--- What is required ---
Across the records that follow, determine how many lines contain "Avenue" and give only the resulting number.

----------

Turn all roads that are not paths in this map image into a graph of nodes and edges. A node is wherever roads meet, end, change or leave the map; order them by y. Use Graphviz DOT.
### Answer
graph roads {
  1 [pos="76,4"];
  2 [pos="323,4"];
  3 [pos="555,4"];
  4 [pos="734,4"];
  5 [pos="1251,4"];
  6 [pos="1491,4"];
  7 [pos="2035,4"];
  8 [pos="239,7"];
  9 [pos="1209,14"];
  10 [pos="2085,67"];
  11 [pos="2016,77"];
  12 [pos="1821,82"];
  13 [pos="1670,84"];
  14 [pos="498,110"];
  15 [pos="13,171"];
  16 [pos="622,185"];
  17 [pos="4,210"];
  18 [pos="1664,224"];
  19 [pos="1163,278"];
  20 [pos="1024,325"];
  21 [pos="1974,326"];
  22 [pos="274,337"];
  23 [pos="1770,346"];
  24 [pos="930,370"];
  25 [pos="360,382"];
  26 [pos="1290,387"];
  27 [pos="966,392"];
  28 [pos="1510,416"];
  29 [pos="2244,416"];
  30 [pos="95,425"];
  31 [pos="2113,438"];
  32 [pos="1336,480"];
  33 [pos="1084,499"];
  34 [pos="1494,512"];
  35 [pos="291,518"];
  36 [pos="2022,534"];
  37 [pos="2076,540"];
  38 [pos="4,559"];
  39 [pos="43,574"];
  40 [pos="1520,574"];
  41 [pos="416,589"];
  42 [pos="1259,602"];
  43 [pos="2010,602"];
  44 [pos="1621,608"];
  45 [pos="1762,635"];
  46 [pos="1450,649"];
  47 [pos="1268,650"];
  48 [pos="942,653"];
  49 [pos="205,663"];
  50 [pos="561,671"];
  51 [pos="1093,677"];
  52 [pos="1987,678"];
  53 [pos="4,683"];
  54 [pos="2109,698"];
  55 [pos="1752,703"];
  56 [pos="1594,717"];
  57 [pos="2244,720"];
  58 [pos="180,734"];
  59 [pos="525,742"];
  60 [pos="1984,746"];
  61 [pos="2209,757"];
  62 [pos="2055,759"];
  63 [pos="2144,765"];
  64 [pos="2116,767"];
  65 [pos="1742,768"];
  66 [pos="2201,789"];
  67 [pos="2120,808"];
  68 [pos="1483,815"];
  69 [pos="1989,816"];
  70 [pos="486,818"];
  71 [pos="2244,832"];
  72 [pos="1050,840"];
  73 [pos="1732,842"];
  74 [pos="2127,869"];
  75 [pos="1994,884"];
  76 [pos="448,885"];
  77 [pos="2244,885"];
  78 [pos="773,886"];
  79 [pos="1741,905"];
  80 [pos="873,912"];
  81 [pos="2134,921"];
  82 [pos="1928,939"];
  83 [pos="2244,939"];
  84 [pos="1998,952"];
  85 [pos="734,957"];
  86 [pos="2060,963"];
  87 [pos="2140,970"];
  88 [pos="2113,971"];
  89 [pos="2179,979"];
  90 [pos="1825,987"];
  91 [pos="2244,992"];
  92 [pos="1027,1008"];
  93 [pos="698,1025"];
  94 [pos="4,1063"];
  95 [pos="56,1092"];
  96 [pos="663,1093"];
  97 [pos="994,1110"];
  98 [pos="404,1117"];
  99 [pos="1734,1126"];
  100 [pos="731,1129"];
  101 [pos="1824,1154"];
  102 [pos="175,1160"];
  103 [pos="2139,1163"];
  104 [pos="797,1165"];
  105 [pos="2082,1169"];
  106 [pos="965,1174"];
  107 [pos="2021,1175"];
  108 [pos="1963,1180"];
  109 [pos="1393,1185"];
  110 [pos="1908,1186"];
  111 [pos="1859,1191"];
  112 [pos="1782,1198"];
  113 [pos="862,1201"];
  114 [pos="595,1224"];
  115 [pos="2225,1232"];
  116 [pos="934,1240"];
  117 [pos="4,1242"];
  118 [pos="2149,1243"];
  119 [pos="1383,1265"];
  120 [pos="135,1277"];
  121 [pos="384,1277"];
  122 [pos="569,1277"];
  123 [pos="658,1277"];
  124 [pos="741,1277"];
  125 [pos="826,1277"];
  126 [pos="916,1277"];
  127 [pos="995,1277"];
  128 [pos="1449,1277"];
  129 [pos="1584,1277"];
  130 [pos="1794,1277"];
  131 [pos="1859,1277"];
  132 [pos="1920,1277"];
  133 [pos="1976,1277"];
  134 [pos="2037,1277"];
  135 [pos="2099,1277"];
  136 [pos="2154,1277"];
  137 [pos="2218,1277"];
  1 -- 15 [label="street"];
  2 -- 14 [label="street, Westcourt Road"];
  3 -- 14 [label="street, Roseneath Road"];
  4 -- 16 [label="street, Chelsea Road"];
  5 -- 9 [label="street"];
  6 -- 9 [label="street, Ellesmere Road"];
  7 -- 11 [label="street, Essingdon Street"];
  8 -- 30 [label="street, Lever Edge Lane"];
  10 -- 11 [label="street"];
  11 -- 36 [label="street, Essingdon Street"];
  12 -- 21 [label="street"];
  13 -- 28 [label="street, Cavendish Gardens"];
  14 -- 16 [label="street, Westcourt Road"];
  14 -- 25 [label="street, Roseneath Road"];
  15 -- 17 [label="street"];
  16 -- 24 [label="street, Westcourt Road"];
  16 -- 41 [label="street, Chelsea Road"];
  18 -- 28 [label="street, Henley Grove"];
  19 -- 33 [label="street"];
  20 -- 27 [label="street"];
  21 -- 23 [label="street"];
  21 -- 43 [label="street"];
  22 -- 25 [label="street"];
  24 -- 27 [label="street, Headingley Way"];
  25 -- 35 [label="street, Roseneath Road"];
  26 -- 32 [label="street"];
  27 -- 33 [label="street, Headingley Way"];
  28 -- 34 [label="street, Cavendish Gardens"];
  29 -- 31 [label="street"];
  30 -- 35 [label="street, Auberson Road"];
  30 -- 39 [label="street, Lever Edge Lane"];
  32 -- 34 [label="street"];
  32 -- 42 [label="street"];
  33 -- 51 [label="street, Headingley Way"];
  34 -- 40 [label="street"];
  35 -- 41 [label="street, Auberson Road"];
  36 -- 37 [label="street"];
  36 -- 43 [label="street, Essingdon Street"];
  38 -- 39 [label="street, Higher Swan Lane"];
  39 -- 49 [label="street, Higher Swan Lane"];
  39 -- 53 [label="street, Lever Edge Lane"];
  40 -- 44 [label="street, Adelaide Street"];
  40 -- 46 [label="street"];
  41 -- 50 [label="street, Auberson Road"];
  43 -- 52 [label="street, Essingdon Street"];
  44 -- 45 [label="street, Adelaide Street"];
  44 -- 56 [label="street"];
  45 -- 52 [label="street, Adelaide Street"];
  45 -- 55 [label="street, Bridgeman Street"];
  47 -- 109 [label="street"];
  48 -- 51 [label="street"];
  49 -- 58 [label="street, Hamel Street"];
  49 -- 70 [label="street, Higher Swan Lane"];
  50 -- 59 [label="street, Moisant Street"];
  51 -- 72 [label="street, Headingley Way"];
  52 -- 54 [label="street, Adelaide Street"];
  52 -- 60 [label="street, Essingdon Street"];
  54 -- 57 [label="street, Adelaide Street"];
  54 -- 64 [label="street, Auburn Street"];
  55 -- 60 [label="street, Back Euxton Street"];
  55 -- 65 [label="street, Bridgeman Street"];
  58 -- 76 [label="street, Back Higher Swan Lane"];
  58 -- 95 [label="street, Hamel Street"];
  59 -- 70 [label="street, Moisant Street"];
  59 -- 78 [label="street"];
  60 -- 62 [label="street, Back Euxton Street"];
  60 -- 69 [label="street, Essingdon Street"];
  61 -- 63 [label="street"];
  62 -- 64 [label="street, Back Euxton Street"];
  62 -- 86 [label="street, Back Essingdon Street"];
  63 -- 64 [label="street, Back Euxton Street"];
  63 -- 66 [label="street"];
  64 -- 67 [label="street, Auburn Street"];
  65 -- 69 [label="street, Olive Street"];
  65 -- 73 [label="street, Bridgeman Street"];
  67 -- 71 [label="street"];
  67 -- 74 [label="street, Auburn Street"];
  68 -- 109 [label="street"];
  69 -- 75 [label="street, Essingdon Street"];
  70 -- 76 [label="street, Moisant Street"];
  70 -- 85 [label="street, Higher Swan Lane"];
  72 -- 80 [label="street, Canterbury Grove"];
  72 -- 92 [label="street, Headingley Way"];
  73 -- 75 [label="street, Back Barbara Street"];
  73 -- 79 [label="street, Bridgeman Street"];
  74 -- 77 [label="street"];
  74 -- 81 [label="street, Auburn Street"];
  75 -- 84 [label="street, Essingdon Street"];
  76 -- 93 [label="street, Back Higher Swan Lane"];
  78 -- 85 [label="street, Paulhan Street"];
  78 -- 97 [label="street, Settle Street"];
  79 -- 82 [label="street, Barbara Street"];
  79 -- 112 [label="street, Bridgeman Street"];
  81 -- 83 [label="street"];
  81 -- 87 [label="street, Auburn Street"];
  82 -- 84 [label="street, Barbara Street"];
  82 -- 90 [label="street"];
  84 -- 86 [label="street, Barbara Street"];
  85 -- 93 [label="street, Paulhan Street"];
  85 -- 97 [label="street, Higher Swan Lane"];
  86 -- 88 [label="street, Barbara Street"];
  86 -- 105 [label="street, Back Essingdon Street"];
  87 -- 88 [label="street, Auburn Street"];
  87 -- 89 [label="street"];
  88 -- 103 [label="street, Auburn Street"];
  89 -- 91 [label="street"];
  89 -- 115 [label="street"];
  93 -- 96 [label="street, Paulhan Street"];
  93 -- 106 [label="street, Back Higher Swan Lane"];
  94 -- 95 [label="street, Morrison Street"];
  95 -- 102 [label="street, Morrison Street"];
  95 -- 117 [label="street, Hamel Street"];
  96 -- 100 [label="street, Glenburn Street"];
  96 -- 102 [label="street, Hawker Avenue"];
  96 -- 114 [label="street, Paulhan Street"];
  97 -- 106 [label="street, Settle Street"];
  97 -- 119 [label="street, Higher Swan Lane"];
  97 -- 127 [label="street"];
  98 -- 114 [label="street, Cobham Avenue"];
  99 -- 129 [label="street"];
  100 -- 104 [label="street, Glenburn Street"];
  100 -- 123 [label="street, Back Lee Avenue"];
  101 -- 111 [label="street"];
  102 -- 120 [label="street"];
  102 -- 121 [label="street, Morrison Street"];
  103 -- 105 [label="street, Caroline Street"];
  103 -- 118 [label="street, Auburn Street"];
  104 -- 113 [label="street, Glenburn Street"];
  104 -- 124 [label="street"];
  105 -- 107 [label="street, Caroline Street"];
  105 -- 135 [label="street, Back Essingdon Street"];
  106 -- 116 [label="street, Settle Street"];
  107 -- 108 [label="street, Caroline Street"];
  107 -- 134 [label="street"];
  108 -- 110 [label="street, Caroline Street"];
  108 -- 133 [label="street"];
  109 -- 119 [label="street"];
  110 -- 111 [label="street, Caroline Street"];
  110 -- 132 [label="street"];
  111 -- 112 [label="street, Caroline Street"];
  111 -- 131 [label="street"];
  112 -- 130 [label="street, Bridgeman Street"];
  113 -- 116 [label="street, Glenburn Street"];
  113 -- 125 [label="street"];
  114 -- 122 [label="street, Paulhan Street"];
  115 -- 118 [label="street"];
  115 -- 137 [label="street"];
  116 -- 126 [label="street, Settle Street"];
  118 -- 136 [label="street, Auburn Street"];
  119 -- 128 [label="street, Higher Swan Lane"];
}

----------

--- Exercise result ---
3